Using the entries that follow, write out the line containing "<!-- markers -->", the line containing "rooms · 54 m²</p><p>Apartment</p></div></li>", and every line between them, exactly and nothing else.

——

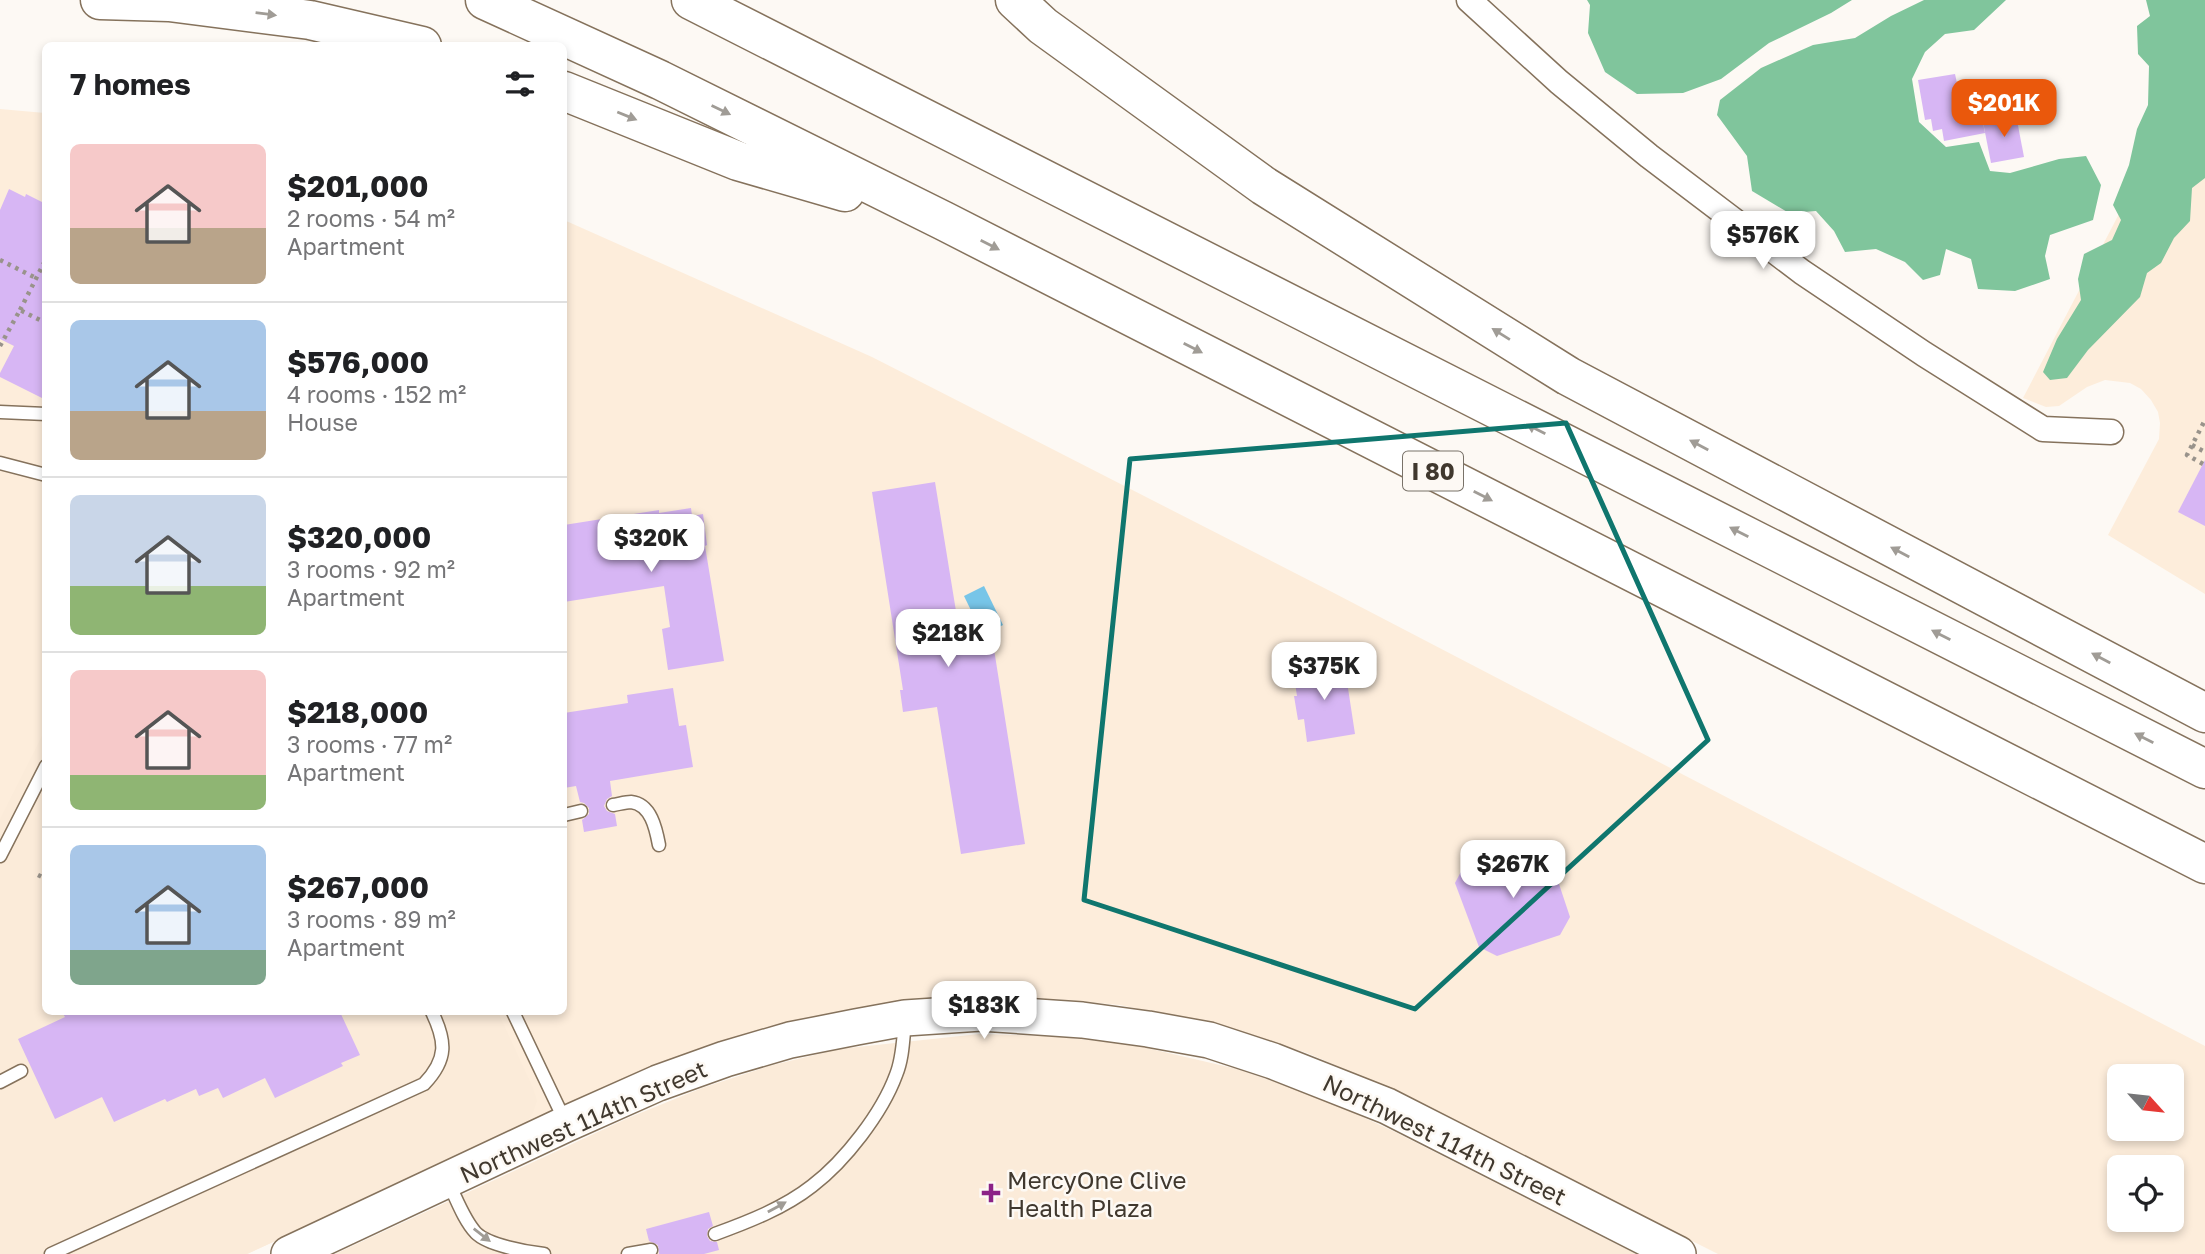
<!DOCTYPE html>
<meta charset="utf-8">
<style>
body{margin:0;font-family:"Golos Text",sans-serif;background:#f2f2f2;color:#202124;height:100vh;display:flex;flex-direction:column;font-size:26px;white-space:nowrap}
*{box-sizing:border-box;margin:0}
p{font-size:23px;color:#757577}
.icon{flex:none;width:38px;height:38px;fill:none;stroke:currentColor;stroke-width:2;stroke-linecap:round;stroke-linejoin:round}
.map{position:relative;flex:1;overflow:hidden}
.details{position:absolute;left:42px;top:42px;width:525px;height:973px;display:flex;flex-direction:column;background:#fff;border-radius:10px;box-shadow:0 4px 10px #0003}
.details>*{flex:none}
.needle{width:46px;rotate:117deg}
.controls{position:absolute;left:2107px;top:1064px;display:grid;gap:14px}
.controls a{display:grid;place-items:center;width:77px;height:77px;border-radius:10px;background:#fff;box-shadow:0 4px 10px #0003;font-size:35px}
.price{position:absolute;translate:-50% -60px;padding:0 16px;border-radius:14px;background:#fff;color:#222;font-size:23px;line-height:46px;filter:drop-shadow(0 2px 4px #0008)}
.price::after{content:'';position:absolute;left:50%;top:42px;width:21px;height:16px;margin-left:-10px;background:inherit;clip-path:polygon(0 0,100% 0,50% 100%)}
.price.active{background:#ea580c;color:#fff}
ul{padding:0;list-style:none}
li{display:flex;align-items:center;gap:21px;height:175px;padding:0 28px}
li+li{border-top:2px solid #e0e0e0}
li span{display:grid;place-items:center;flex:none;width:196px;height:140px;border-radius:10px;color:#555}
li>.icon{margin-inline-start:auto}
span .icon{width:84px;height:84px;fill:#fffc;stroke-width:1}
li b{font-size:30px}
h2{display:flex;justify-content:space-between;align-items:center;height:84px;padding:0 28px;font-size:30px}
.map>svg:first-child{display:block}
.commercial{fill:#fdeddb;fill-rule:evenodd}
.built{fill:#fbebd9}
.forest{fill:#80c59c}
.water{fill:#77c5e8}
.building{fill:#d7b6f4}
.lines{fill:none;stroke-linecap:round;stroke-linejoin:round}
.lane-casing{stroke:#85725c;stroke-width:15}
.street-casing{stroke:#85725c;stroke-width:27}
.secondary-casing{stroke:#85725c;stroke-width:38}
.highway-casing{stroke:#85725c;stroke-width:41}
.path{stroke:#99938b;stroke-width:4.5;stroke-dasharray:3.5 5;stroke-linecap:butt}
.lane{stroke:#fff;stroke-width:12}
.street{stroke:#fff;stroke-width:24}
.secondary{stroke:#fff;stroke-width:35}
.highway{stroke:#fff;stroke-width:38}
.oneway{fill:#a09c96}
.marked{fill:none;stroke:#0f766e;stroke-width:5;stroke-linejoin:round}
.poi-dot{fill:#8b2287;stroke:#fdf9f4;stroke-width:2.5}
.labels{text-anchor:middle;dominant-baseline:central;stroke-width:5;stroke-linejoin:round;paint-order:stroke}
.shield{fill:#fdf9f4;stroke:#797269;stroke-width:2}
.shield-label{font-size:23px;font-weight:bold;fill:#40382e}
.street-label{font-size:24px;fill:#40382e;stroke:#fdf9f4}
.poi-label{font-size:24px;fill:#40382e;stroke:#fdf9f4;text-anchor:start}
</style>
<div class="map">
<svg width="2205" height="1254" viewBox="0 0 2205 1254">
<rect width="100%" height="100%" fill="#fdf9f4"/>
<!-- commercial -->
<g class="commercial">
<path d="M2205,49V594L2108,535L2159,439L2160,423L2158,412L2151,400L2141,389L2130,383L2105,380L2087,387L2059,406L2046,407L2023,398Z"/>
<path d="M0,109L45,113L46,1012H564V220L872,357L1332,592L2205,1046V1254H1718L1384,1086L1307,1053L1224,1027L1120,1005L1053,999L992,997L944,999L844,1011L767,1027L678,1057L247,1254H0ZM2119,1076H2172V1129H2119ZM2119,1167H2172V1220H2119Z"/>
</g>
<!-- built -->
<g class="built">
<path d="M45,730L46,1012H498L533,1088L537,1101L533,1113L524,1126L247,1254H0V819Z"/>
<path d="M979,1034L1053,1036L1134,1045L1237,1069L1322,1098L1395,1132L1636,1254H335L628,1118L702,1088L769,1066L839,1049Z"/>
</g>
<!-- forest -->
<g class="forest">
<path d="M1587,0H1852L1831,13L1769,43L1721,79L1683,93L1637,94L1605,72L1588,33L1590,5Z"/>
<path d="M1924,0H2006L1974,30L1945,34L1925,52L1912,79L1919,122L1946,147L1979,142L1990,171L2010,173L2059,159L2086,156L2101,185L2093,220L2050,235L2045,256L2050,279L2015,291L1978,289L1971,259L1946,249L1940,275L1923,280L1905,262L1876,249L1845,252L1834,231L1816,211L1789,213L1752,191L1747,156L1717,115L1720,100L1761,68L1813,45L1855,38L1891,16Z"/>
<path d="M2146,0H2205V178L2192,188L2190,221L2174,238L2161,263L2147,273L2140,297L2088,350L2067,378L2050,380L2043,372L2057,339L2081,300L2078,279L2084,254L2112,240L2121,220L2113,205L2129,165L2137,129L2148,105L2149,66L2138,54L2137,26L2150,16Z"/>
</g>
<!-- water -->
<path class="water" d="M984,586L1003,625L983,635L964,596Z"/>
<!-- building -->
<g class="building">
<path d="M1955,74L1960,97L1977,94L1985,133L1944,141L1942,129L1933,131L1931,119L1925,120L1918,80Z"/>
<path d="M2016,115L2024,157L1991,163L1983,122Z"/>
<path d="M9,189L25,197L26,194L46,204V400L0,377V373L14,346L0,339V210Z"/>
<path d="M2205,460V526L2178,512Z"/>
<path d="M935,482L962,648L993,643L1025,844L961,854L937,707L903,712L900,690H903L872,492Z"/>
<path d="M691,508L692,516L703,514L707,545L705,546L724,661L668,670L662,629L670,627L664,586L564,602V525L659,510V513Z"/>
<path d="M1344,662L1355,734L1307,742L1304,719L1298,720L1294,696H1297L1293,670Z"/>
<path d="M673,688L679,726L686,725L693,767L610,781L612,796L607,799L604,806L607,811L615,814L617,826L584,832L582,820L589,814V808L584,803L580,802L576,786L564,788V713L628,703L627,695Z"/>
<path d="M1530,844L1549,854L1570,917L1560,935L1497,956L1479,947L1455,883L1465,864Z"/>
<path d="M62,1012H340L360,1055L341,1063L343,1066L275,1098L265,1078L223,1098L218,1088L199,1096L196,1089L167,1102L165,1099L114,1122L102,1097L55,1119L18,1039L65,1017Z"/>
<path d="M709,1212L713,1226L708,1229L707,1236L710,1241L717,1242L719,1250L704,1254H659L658,1245L649,1241L646,1229Z"/>
</g>
<g class="lines">
<!-- lane casing -->
<g class="lane-casing">
<g id="lane">
<path d="M0,412L46,414"/>
<path d="M0,463L46,475"/>
<path d="M613,805C619,804 626,802 631,802C651,804 656,829 659,845"/>
<path d="M564,815L581,811"/>
<path d="M0,856L46,766"/>
<path d="M513,1012L565,1121"/>
<path d="M0,1082L21,1071"/>
<path d="M447,1180C456,1197 463,1219 476,1233C488,1245 526,1252 544,1254"/>
<path d="M715,1234C748,1222 784,1208 812,1186C845,1161 882,1113 896,1075C903,1058 903,1039 905,1021"/>
<path d="M51,1254L424,1084C448,1059 446,1041 432,1012"/>
<path d="M628,1254L651,1250"/>
</g>
</g>
<!-- street casing -->
<g class="street-casing">
<path id="street" d="M1469,0L1559,82L1649,156L1802,272L1924,354L2043,429L2111,432"/>
</g>
<!-- secondary casing -->
<g class="secondary-casing">
<path id="secondary" d="M289,1254L566,1124L658,1083L725,1059L790,1040L856,1027L905,1018L981,1013L1082,1020L1148,1029L1209,1040L1273,1061L1387,1106L1678,1254"/>
</g>
<!-- highway casing -->
<g class="highway-casing">
<g id="highway">
<path d="M100,0L169,2L310,20L422,46"/>
<path d="M485,0L660,80L944,221L2205,864"/>
<path d="M691,0L2205,769"/>
<path d="M1015,0L1043,26L1264,186L1568,376L2205,713"/>
<path d="M564,91L738,161L845,192"/>
</g>
</g>
<!-- path -->
<g class="path">
<path d="M0,260L36,278"/>
<path d="M20,310L46,259"/>
<path d="M0,346L20,310L46,323"/>
<path d="M2192,445L2205,452"/>
<path d="M2203,464L2187,455L2205,420"/>
<path d="M38,875L46,879"/>
</g>
<!-- lane -->
<use href="#lane" class="lane"/>
<!-- street -->
<use href="#street" class="street"/>
<!-- secondary -->
<use href="#secondary" class="secondary"/>
<!-- highway -->
<use href="#highway" class="highway"/>
</g>
<!-- one-way arrows -->
<defs><path id="oneway-solid" d="M-6-.8H1V-3.2L6.5 0L1 3.2V.8H-6Z" transform="scale(1.75)"/></defs>
<g class="oneway">
<use href="#oneway-solid" transform="translate(266 14) rotate(7)"/>
<use href="#oneway-solid" transform="translate(721 110) rotate(26)"/>
<use href="#oneway-solid" transform="translate(627 116) rotate(22)"/>
<use href="#oneway-solid" transform="translate(990 245) rotate(27)"/>
<use href="#oneway-solid" transform="translate(1501 334) rotate(-148)"/>
<use href="#oneway-solid" transform="translate(1193 348) rotate(27)"/>
<use href="#oneway-solid" transform="translate(1536 429) rotate(-153)"/>
<use href="#oneway-solid" transform="translate(1699 445) rotate(-152)"/>
<use href="#oneway-solid" transform="translate(1483 496) rotate(27)"/>
<use href="#oneway-solid" transform="translate(1739 532) rotate(-153)"/>
<use href="#oneway-solid" transform="translate(1900 552) rotate(-152)"/>
<use href="#oneway-solid" transform="translate(1941 635) rotate(-153)"/>
<use href="#oneway-solid" transform="translate(2101 658) rotate(-152)"/>
<use href="#oneway-solid" transform="translate(2144 738) rotate(-153)"/>
<use href="#oneway-solid" transform="translate(777 1207) rotate(-29)"/>
<use href="#oneway-solid" transform="translate(482 1235) rotate(38)"/>
</g>
<!-- marked area -->
<path class="marked" d="M1566,423L1708,740L1415,1009L1084,900L1130,459Z"/>
<!-- markers -->
<path class="poi-dot" d="M987.5 1182.5h7v7h7v7h-7v7h-7v-7h-7v-7h7z"/>
<g class="labels">
<!-- shield labels -->
<rect class="shield" x="1403" y="451.5" width="60" height="39" rx="5"/>
<g class="shield-label">
<text x="1433" y="471">I 80</text>
</g>
<!-- street labels -->
<g class="street-label">
<text transform="translate(583 1121) rotate(-24)">Northwest 114th Street</text>
<text transform="translate(1445 1139) rotate(26)">Northwest 114th Street</text>
</g>
<!-- poi labels -->
<g class="poi-label">
<text x="1007" y="1179">MercyOne Clive<tspan x="1007" dy="28">Health Plaza</tspan></text>
</g>
</g>
</svg>
<div class="controls">
<a><svg class="needle" viewBox="-14 -14 28 28"><path d="M0-13l5 13h-10z" fill="#e53935"/><path d="M0 13l5-13h-10z" fill="#757577"/></svg></a>
<a><svg class="icon" aria-label="locate" viewBox="0 0 24 24"><circle cx="12" cy="12" r="6"/><path d="M12 2v4M12 18v4M2 12h4M18 12h4"/></svg></a>
</div>
<b class="price active" style="left:2004px;top:139px">$201K</b>
<b class="price" style="left:1763px;top:271px">$576K</b>
<b class="price" style="left:651px;top:574px">$320K</b>
<b class="price" style="left:948px;top:669px">$218K</b>
<b class="price" style="left:1324px;top:702px">$375K</b>
<b class="price" style="left:1513px;top:900px">$267K</b>
<b class="price" style="left:984px;top:1041px">$183K</b>
<section class="details">
<h2>7 homes<svg class="icon" aria-label="filters" viewBox="0 0 24 24"><path d="M4 7h16M4 17h16"/><circle cx="9" cy="7" r="2"/><circle cx="15" cy="17" r="2"/></svg></h2>
<ul>
<li><span style="background:linear-gradient(#f6c9c9 60%,#b9a48a 0)"><svg class="icon" aria-label="home" viewBox="0 0 24 24"><path d="M3 11l9-7 9 7M6 9v11h12V9"/></svg></span><div><b>$201,000</b><p>2 rooms · 54 m²</p><p>Apartment</p></div></li>
<li><span style="background:linear-gradient(#a9c7e8 65%,#b9a48a 0)"><svg class="icon" aria-label="home" viewBox="0 0 24 24"><path d="M3 11l9-7 9 7M6 9v11h12V9"/></svg></span><div><b>$576,000</b><p>4 rooms · 152 m²</p><p>House</p></div></li>
<li><span style="background:linear-gradient(#c9d6e8 65%,#8fb573 0)"><svg class="icon" aria-label="home" viewBox="0 0 24 24"><path d="M3 11l9-7 9 7M6 9v11h12V9"/></svg></span><div><b>$320,000</b><p>3 rooms · 92 m²</p><p>Apartment</p></div></li>
<li><span style="background:linear-gradient(#f6c9c9 75%,#8fb573 0)"><svg class="icon" aria-label="home" viewBox="0 0 24 24"><path d="M3 11l9-7 9 7M6 9v11h12V9"/></svg></span><div><b>$218,000</b><p>3 rooms · 77 m²</p><p>Apartment</p></div></li>
<li><span style="background:linear-gradient(#a9c7e8 75%,#7fa58c 0)"><svg class="icon" aria-label="home" viewBox="0 0 24 24"><path d="M3 11l9-7 9 7M6 9v11h12V9"/></svg></span><div><b>$267,000</b><p>3 rooms · 89 m²</p><p>Apartment</p></div></li>
</ul>
</section>
</div>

——

• _ANSWER_
<!-- markers -->
<path class="poi-dot" d="M987.5 1182.5h7v7h7v7h-7v7h-7v-7h-7v-7h7z"/>
<g class="labels">
<!-- shield labels -->
<rect class="shield" x="1403" y="451.5" width="60" height="39" rx="5"/>
<g class="shield-label">
<text x="1433" y="471">I 80</text>
</g>
<!-- street labels -->
<g class="street-label">
<text transform="translate(583 1121) rotate(-24)">Northwest 114th Street</text>
<text transform="translate(1445 1139) rotate(26)">Northwest 114th Street</text>
</g>
<!-- poi labels -->
<g class="poi-label">
<text x="1007" y="1179">MercyOne Clive<tspan x="1007" dy="28">Health Plaza</tspan></text>
</g>
</g>
</svg>
<div class="controls">
<a><svg class="needle" viewBox="-14 -14 28 28"><path d="M0-13l5 13h-10z" fill="#e53935"/><path d="M0 13l5-13h-10z" fill="#757577"/></svg></a>
<a><svg class="icon" aria-label="locate" viewBox="0 0 24 24"><circle cx="12" cy="12" r="6"/><path d="M12 2v4M12 18v4M2 12h4M18 12h4"/></svg></a>
</div>
<b class="price active" style="left:2004px;top:139px">$201K</b>
<b class="price" style="left:1763px;top:271px">$576K</b>
<b class="price" style="left:651px;top:574px">$320K</b>
<b class="price" style="left:948px;top:669px">$218K</b>
<b class="price" style="left:1324px;top:702px">$375K</b>
<b class="price" style="left:1513px;top:900px">$267K</b>
<b class="price" style="left:984px;top:1041px">$183K</b>
<section class="details">
<h2>7 homes<svg class="icon" aria-label="filters" viewBox="0 0 24 24"><path d="M4 7h16M4 17h16"/><circle cx="9" cy="7" r="2"/><circle cx="15" cy="17" r="2"/></svg></h2>
<ul>
<li><span style="background:linear-gradient(#f6c9c9 60%,#b9a48a 0)"><svg class="icon" aria-label="home" viewBox="0 0 24 24"><path d="M3 11l9-7 9 7M6 9v11h12V9"/></svg></span><div><b>$201,000</b><p>2 rooms · 54 m²</p><p>Apartment</p></div></li>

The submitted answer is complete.